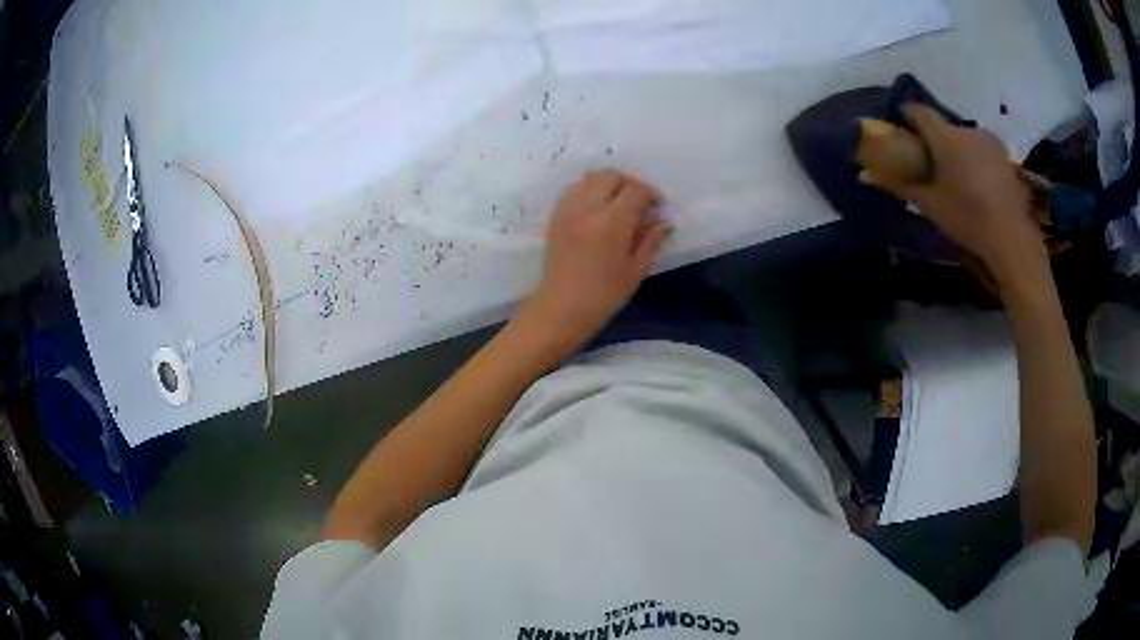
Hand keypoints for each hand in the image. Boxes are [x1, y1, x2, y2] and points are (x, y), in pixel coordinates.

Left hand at [515, 169, 671, 355]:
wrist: (562, 307)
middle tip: (640, 200)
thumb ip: (650, 240)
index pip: (635, 191)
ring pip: (590, 178)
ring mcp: (568, 210)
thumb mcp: (635, 270)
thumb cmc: (604, 294)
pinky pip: (573, 189)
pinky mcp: (556, 216)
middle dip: (630, 183)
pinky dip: (589, 189)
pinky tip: (598, 206)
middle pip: (611, 177)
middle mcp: (588, 208)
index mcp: (612, 222)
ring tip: (619, 200)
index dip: (650, 193)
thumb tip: (663, 222)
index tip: (659, 205)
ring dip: (608, 183)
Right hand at [861, 104, 1046, 286]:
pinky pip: (981, 148)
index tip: (901, 130)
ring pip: (963, 138)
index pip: (918, 110)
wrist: (1011, 238)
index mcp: (944, 136)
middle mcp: (965, 129)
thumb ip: (898, 184)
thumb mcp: (929, 204)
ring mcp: (988, 140)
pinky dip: (974, 158)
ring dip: (956, 150)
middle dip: (934, 140)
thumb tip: (864, 174)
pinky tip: (978, 183)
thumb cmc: (967, 219)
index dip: (906, 116)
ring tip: (957, 178)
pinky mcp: (1004, 154)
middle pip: (942, 127)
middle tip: (931, 165)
■ ■ ■ ■ ■ ■ ■
> _What this task involves_:
Using the records above, output an exact copy without any pictures.

> _Solution for this task_:
Hand keypoints for each hand in the image. Boxes are [x1, y1, x2, y2] and points are (x, y), in pixel coordinates.

Left hand at [515, 169, 671, 355]:
wrist: (562, 307)
middle tip: (640, 200)
thumb ip: (650, 240)
index pip: (635, 191)
ring pip: (590, 178)
ring mcp: (568, 210)
thumb mcp: (635, 270)
thumb cmc: (604, 294)
pinky pip: (573, 189)
pinky mcp: (556, 216)
middle dip: (630, 183)
pinky dip: (589, 189)
pinky tip: (598, 206)
middle pip: (611, 177)
middle mcp: (588, 208)
index mcp: (612, 222)
ring tip: (619, 200)
index dip: (650, 193)
thumb tip: (663, 222)
index tip: (659, 205)
ring dip: (608, 183)
Right hand at [861, 104, 1046, 286]:
pinky pip: (981, 148)
index tip: (901, 130)
ring pip: (963, 138)
index pip: (918, 110)
wrist: (1011, 238)
index mcp: (944, 136)
middle mcp: (965, 129)
thumb ip: (898, 184)
thumb mcp: (929, 204)
ring mcp: (988, 140)
pinky dip: (974, 158)
ring dip: (956, 150)
middle dip: (934, 140)
thumb tip: (864, 174)
pinky tip: (978, 183)
thumb cmc: (967, 219)
index dip: (906, 116)
ring tip: (957, 178)
pinky mcp: (1004, 154)
middle pip: (942, 127)
middle tip: (931, 165)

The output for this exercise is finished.